What this task involves: Throughout the entries below, report every line where "Northdale" is found.
___ Task inputs
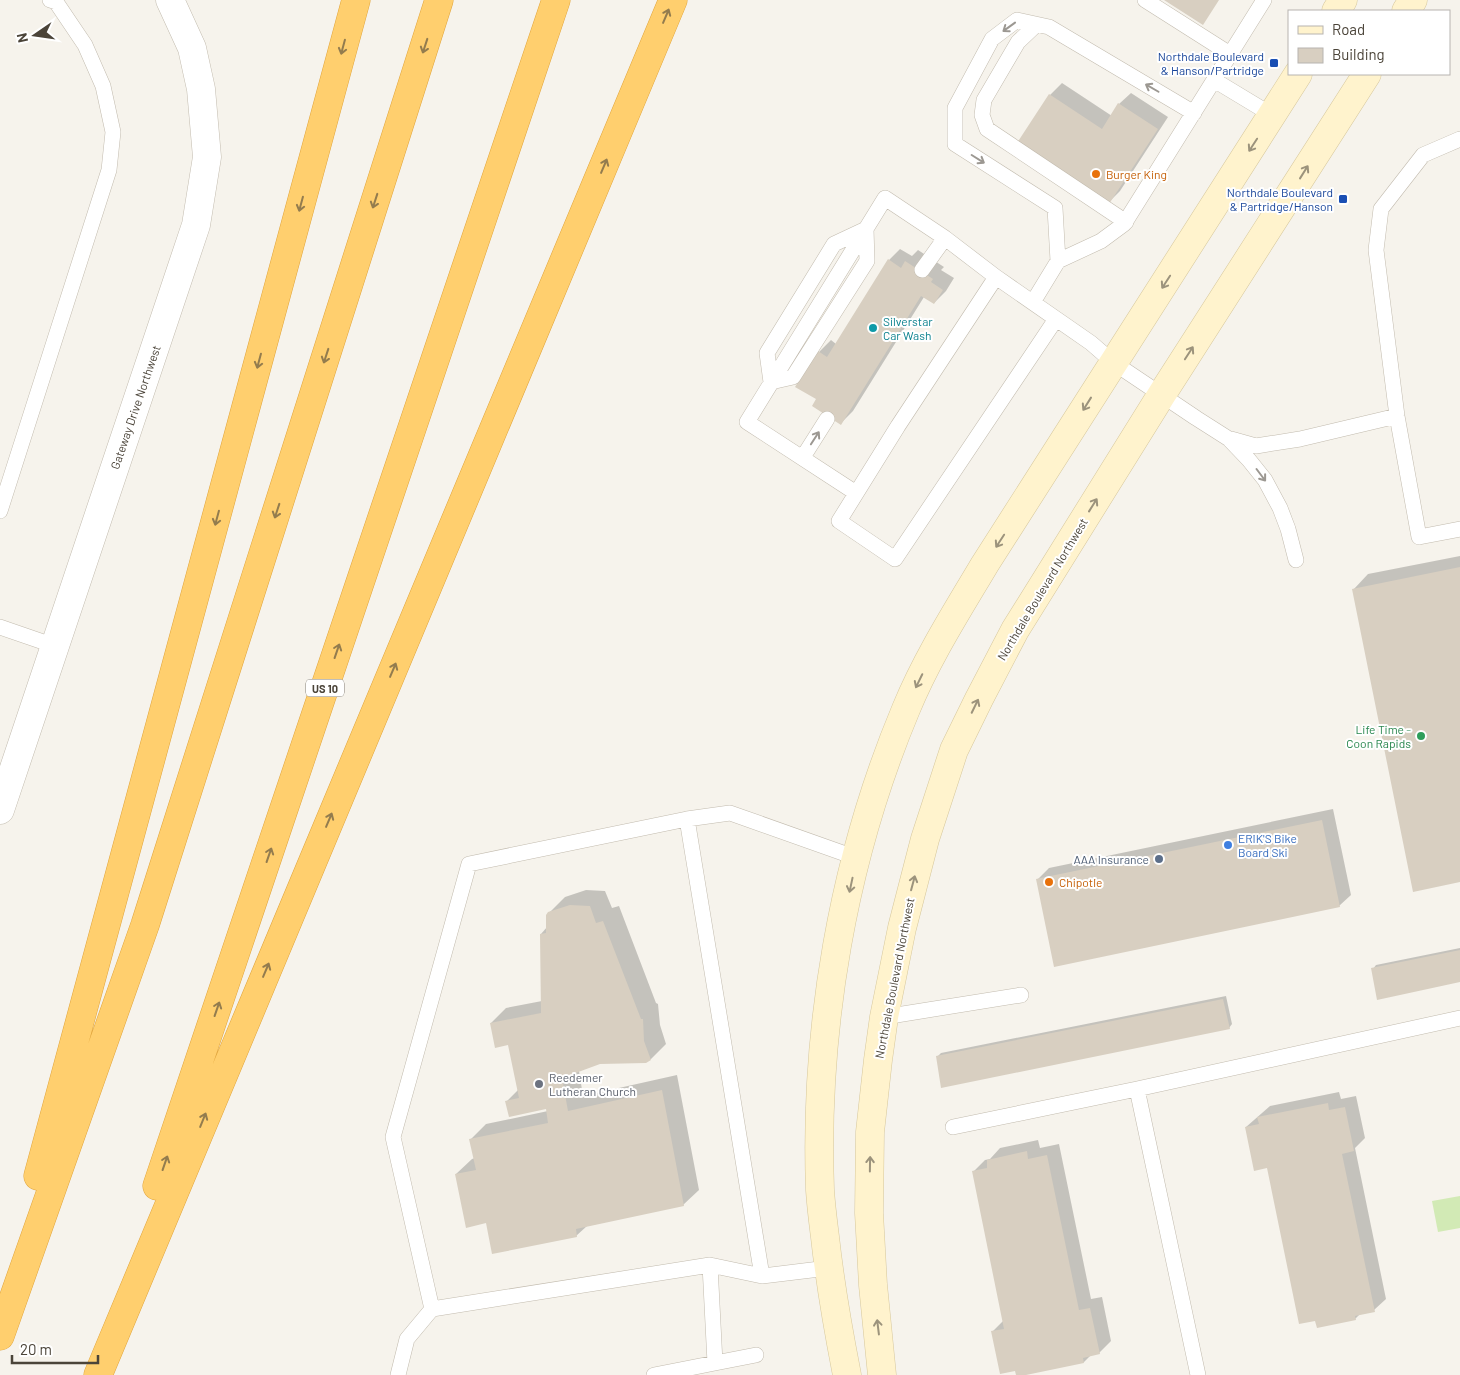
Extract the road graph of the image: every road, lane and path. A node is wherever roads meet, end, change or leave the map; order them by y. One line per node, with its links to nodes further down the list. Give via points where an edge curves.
1 (50, 0): 31 (lane, via 56,2 85,45 102,86 113,132 109,170)
2 (170, 0): 35 (street, Gateway Drive Northwest, via 192,48 201,89 207,157 196,225)
3 (356, 0): 48 (highway, one-way to 48)
4 (440, 0): 49 (highway, one-way to 49, via 144,925)
5 (556, 0): 52 (highway, US 10, one-way to 5)
6 (673, 0): 53 (highway, one-way to 6)
7 (1145, 0): 10 (lane)
8 (1264, 0): 10 (lane)
9 (1036, 25): 14 (lane, one-way to 9, via 1049,27); 17 (lane, via 1018,42 984,100 982,115 987,130); 19 (lane, one-way to 19, via 1017,20 992,39 955,108 954,144 1055,208)
10 (1230, 54): 13 (lane)
11 (1297, 75): 15 (street)
12 (1366, 75): 25 (street, Northdale Boulevard Northwest, one-way to 12)
13 (1214, 80): 14 (lane); 15 (lane)
14 (1194, 112): 17 (lane)
15 (1272, 115): 24 (street, one-way to 24)
16 (1460, 139): 26 (lane, via 1423,156 1381,209 1376,250)
17 (1126, 222): 19 (lane, via 1101,241)
18 (945, 238): 20 (lane); 21 (lane); 29 (lane, via 885,198 747,422)
19 (1058, 261): 22 (lane)
20 (922, 270)
21 (996, 277): 22 (lane); 30 (lane)
22 (1033, 302): 23 (lane)
23 (1056, 319): 24 (lane); 30 (lane, via 895,559 839,521)
24 (1114, 362): 25 (lane); 38 (street, one-way to 38, via 944,632 906,708 881,775)
25 (1162, 394): 28 (lane); 40 (street, Northdale Boulevard Northwest, one-way to 25, via 925,839 954,750 1015,630)
26 (1396, 416): 28 (lane, via 1256,446); 32 (lane, via 1419,537)
27 (827, 419): 29 (lane, one-way to 27)
28 (1229, 439): 33 (lane, one-way to 33, via 1266,480 1280,508)
29 (803, 457): 30 (lane)
30 (856, 492)
31 (0, 511)
32 (1460, 529)
33 (1296, 560)
34 (0, 627): 35 (lane)
35 (55, 646): 36 (street, Gateway Drive Northwest)
36 (0, 810)
37 (687, 819): 38 (lane, via 730,813); 46 (lane); 47 (lane, via 469,864 393,1137)
38 (857, 858): 45 (street, one-way to 45, via 834,958 824,1036 819,1121 820,1184)
39 (1021, 995): 40 (lane)
40 (884, 1017): 57 (street, Northdale Boulevard Northwest, one-way to 40, via 869,1213 870,1132)
41 (1460, 1018): 42 (lane)
42 (1136, 1089): 43 (lane); 58 (lane)
43 (954, 1127)
44 (710, 1265): 46 (lane); 47 (lane); 51 (lane)
45 (828, 1268): 46 (lane); 56 (street)
46 (762, 1276)
47 (432, 1309): 54 (lane, via 407,1339)
48 (0, 1318)
49 (0, 1336)
50 (756, 1355): 51 (lane)
51 (715, 1363): 55 (lane)
52 (94, 1375)
53 (98, 1375)
54 (398, 1375)
55 (654, 1375)
56 (848, 1375)
57 (882, 1375)
58 (1198, 1375)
______
Response for this exercise:
12 (1366, 75): 25 (street, Northdale Boulevard Northwest, one-way to 12)
25 (1162, 394): 28 (lane); 40 (street, Northdale Boulevard Northwest, one-way to 25, via 925,839 954,750 1015,630)
40 (884, 1017): 57 (street, Northdale Boulevard Northwest, one-way to 40, via 869,1213 870,1132)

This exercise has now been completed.